*YOUR INSTRUCTIONS*. All entries below must be retyped exactly, though pictures are to be skipped.

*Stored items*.
+++
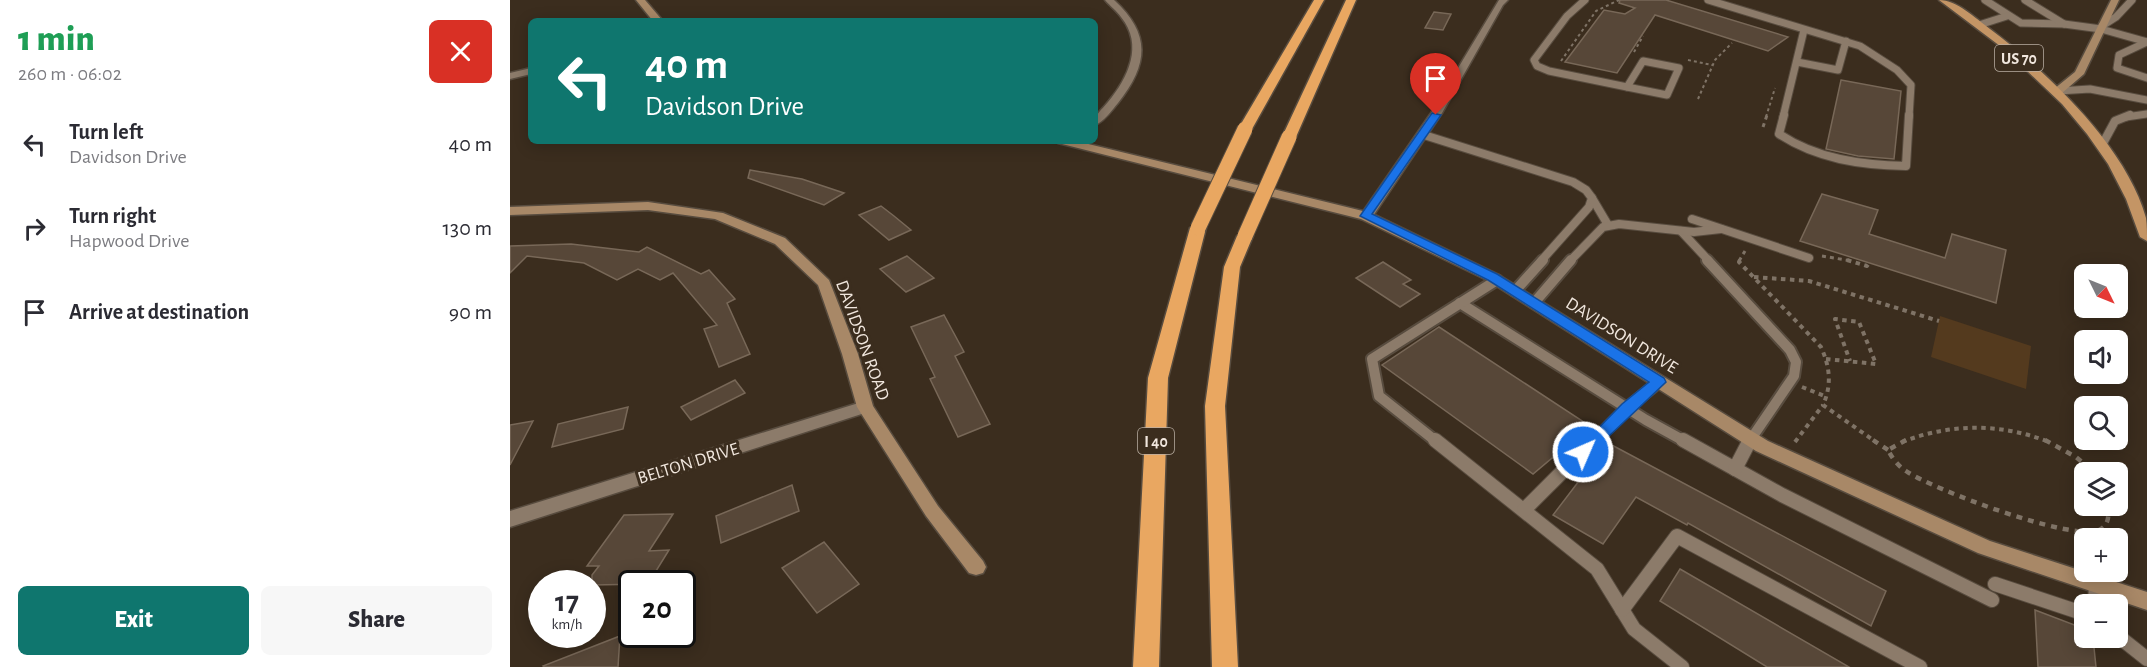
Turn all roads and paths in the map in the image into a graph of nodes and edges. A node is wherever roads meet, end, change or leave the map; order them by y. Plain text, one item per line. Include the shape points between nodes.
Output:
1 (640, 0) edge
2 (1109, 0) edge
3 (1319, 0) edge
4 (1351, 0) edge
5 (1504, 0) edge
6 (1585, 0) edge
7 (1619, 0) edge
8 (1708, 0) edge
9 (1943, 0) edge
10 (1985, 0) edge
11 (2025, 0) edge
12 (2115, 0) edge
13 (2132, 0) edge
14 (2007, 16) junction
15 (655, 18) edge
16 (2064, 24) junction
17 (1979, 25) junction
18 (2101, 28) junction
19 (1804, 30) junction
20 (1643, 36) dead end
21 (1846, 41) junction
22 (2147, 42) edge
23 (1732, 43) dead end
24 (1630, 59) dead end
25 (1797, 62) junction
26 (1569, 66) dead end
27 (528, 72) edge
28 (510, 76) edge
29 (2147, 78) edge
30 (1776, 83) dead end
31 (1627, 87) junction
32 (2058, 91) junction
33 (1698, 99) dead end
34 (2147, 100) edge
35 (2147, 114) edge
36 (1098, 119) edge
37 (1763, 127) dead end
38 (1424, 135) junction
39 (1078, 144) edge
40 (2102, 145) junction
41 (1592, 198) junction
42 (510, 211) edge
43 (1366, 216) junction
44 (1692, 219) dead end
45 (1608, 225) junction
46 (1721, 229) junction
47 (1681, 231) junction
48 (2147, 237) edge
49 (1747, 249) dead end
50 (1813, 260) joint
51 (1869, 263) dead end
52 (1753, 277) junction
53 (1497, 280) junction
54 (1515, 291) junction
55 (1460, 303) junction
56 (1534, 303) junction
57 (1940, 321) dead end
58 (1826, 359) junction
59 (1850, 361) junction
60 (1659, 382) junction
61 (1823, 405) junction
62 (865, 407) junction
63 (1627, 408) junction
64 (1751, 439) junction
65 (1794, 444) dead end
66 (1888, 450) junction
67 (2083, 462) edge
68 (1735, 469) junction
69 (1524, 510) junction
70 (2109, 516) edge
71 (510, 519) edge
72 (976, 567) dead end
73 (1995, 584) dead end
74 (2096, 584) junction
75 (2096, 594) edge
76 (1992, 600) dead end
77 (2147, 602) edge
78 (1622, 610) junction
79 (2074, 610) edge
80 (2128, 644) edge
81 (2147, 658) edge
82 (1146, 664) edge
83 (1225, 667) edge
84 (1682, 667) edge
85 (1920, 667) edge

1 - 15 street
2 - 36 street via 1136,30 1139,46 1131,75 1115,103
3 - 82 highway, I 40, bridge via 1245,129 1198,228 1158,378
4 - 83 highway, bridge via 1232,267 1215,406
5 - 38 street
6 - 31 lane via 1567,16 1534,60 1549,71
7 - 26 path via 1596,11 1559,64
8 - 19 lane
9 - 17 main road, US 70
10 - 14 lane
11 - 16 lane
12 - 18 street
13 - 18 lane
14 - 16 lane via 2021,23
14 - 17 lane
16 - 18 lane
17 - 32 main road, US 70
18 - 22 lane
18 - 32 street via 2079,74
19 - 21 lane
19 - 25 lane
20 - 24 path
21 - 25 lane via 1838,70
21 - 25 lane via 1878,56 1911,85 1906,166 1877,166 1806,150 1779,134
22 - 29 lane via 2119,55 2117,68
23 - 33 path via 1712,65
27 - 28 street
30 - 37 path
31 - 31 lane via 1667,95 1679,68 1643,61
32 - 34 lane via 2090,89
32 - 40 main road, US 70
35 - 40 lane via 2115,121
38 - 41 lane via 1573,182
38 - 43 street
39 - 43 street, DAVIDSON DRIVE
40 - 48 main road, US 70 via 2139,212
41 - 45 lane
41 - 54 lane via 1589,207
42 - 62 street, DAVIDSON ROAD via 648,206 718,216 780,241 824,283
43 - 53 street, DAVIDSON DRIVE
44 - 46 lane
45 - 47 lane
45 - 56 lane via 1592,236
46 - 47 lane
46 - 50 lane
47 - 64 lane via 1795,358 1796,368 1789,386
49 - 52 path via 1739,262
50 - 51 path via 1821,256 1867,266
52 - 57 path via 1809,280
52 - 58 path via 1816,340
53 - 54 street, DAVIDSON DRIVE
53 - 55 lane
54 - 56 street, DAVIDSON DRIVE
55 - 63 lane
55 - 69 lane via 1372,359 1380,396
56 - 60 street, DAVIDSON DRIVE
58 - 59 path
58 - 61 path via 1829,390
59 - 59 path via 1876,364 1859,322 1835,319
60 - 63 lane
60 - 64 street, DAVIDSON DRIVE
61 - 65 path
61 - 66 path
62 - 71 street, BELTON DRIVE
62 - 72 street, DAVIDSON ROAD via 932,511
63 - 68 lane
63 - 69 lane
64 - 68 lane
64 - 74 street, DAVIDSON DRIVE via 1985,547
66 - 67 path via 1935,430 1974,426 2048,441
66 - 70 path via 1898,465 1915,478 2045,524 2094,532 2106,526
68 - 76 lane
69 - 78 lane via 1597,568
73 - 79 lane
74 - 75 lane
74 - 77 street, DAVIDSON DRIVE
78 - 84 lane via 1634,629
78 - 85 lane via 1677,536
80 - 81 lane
+++
*ANSWER SPACE*.
Turn all roads and paths in the map in the image into a graph of nodes and edges. A node is wherever roads meet, end, change or leave the map; order them by y. Plain text, one item per line. Include the shape points between nodes.
Output:
1 (640, 0) edge
2 (1109, 0) edge
3 (1319, 0) edge
4 (1351, 0) edge
5 (1504, 0) edge
6 (1585, 0) edge
7 (1619, 0) edge
8 (1708, 0) edge
9 (1943, 0) edge
10 (1985, 0) edge
11 (2025, 0) edge
12 (2115, 0) edge
13 (2132, 0) edge
14 (2007, 16) junction
15 (655, 18) edge
16 (2064, 24) junction
17 (1979, 25) junction
18 (2101, 28) junction
19 (1804, 30) junction
20 (1643, 36) dead end
21 (1846, 41) junction
22 (2147, 42) edge
23 (1732, 43) dead end
24 (1630, 59) dead end
25 (1797, 62) junction
26 (1569, 66) dead end
27 (528, 72) edge
28 (510, 76) edge
29 (2147, 78) edge
30 (1776, 83) dead end
31 (1627, 87) junction
32 (2058, 91) junction
33 (1698, 99) dead end
34 (2147, 100) edge
35 (2147, 114) edge
36 (1098, 119) edge
37 (1763, 127) dead end
38 (1424, 135) junction
39 (1078, 144) edge
40 (2102, 145) junction
41 (1592, 198) junction
42 (510, 211) edge
43 (1366, 216) junction
44 (1692, 219) dead end
45 (1608, 225) junction
46 (1721, 229) junction
47 (1681, 231) junction
48 (2147, 237) edge
49 (1747, 249) dead end
50 (1813, 260) joint
51 (1869, 263) dead end
52 (1753, 277) junction
53 (1497, 280) junction
54 (1515, 291) junction
55 (1460, 303) junction
56 (1534, 303) junction
57 (1940, 321) dead end
58 (1826, 359) junction
59 (1850, 361) junction
60 (1659, 382) junction
61 (1823, 405) junction
62 (865, 407) junction
63 (1627, 408) junction
64 (1751, 439) junction
65 (1794, 444) dead end
66 (1888, 450) junction
67 (2083, 462) edge
68 (1735, 469) junction
69 (1524, 510) junction
70 (2109, 516) edge
71 (510, 519) edge
72 (976, 567) dead end
73 (1995, 584) dead end
74 (2096, 584) junction
75 (2096, 594) edge
76 (1992, 600) dead end
77 (2147, 602) edge
78 (1622, 610) junction
79 (2074, 610) edge
80 (2128, 644) edge
81 (2147, 658) edge
82 (1146, 664) edge
83 (1225, 667) edge
84 (1682, 667) edge
85 (1920, 667) edge

1 - 15 street
2 - 36 street via 1136,30 1139,46 1131,75 1115,103
3 - 82 highway, I 40, bridge via 1245,129 1198,228 1158,378
4 - 83 highway, bridge via 1232,267 1215,406
5 - 38 street
6 - 31 lane via 1567,16 1534,60 1549,71
7 - 26 path via 1596,11 1559,64
8 - 19 lane
9 - 17 main road, US 70
10 - 14 lane
11 - 16 lane
12 - 18 street
13 - 18 lane
14 - 16 lane via 2021,23
14 - 17 lane
16 - 18 lane
17 - 32 main road, US 70
18 - 22 lane
18 - 32 street via 2079,74
19 - 21 lane
19 - 25 lane
20 - 24 path
21 - 25 lane via 1838,70
21 - 25 lane via 1878,56 1911,85 1906,166 1877,166 1806,150 1779,134
22 - 29 lane via 2119,55 2117,68
23 - 33 path via 1712,65
27 - 28 street
30 - 37 path
31 - 31 lane via 1667,95 1679,68 1643,61
32 - 34 lane via 2090,89
32 - 40 main road, US 70
35 - 40 lane via 2115,121
38 - 41 lane via 1573,182
38 - 43 street
39 - 43 street, DAVIDSON DRIVE
40 - 48 main road, US 70 via 2139,212
41 - 45 lane
41 - 54 lane via 1589,207
42 - 62 street, DAVIDSON ROAD via 648,206 718,216 780,241 824,283
43 - 53 street, DAVIDSON DRIVE
44 - 46 lane
45 - 47 lane
45 - 56 lane via 1592,236
46 - 47 lane
46 - 50 lane
47 - 64 lane via 1795,358 1796,368 1789,386
49 - 52 path via 1739,262
50 - 51 path via 1821,256 1867,266
52 - 57 path via 1809,280
52 - 58 path via 1816,340
53 - 54 street, DAVIDSON DRIVE
53 - 55 lane
54 - 56 street, DAVIDSON DRIVE
55 - 63 lane
55 - 69 lane via 1372,359 1380,396
56 - 60 street, DAVIDSON DRIVE
58 - 59 path
58 - 61 path via 1829,390
59 - 59 path via 1876,364 1859,322 1835,319
60 - 63 lane
60 - 64 street, DAVIDSON DRIVE
61 - 65 path
61 - 66 path
62 - 71 street, BELTON DRIVE
62 - 72 street, DAVIDSON ROAD via 932,511
63 - 68 lane
63 - 69 lane
64 - 68 lane
64 - 74 street, DAVIDSON DRIVE via 1985,547
66 - 67 path via 1935,430 1974,426 2048,441
66 - 70 path via 1898,465 1915,478 2045,524 2094,532 2106,526
68 - 76 lane
69 - 78 lane via 1597,568
73 - 79 lane
74 - 75 lane
74 - 77 street, DAVIDSON DRIVE
78 - 84 lane via 1634,629
78 - 85 lane via 1677,536
80 - 81 lane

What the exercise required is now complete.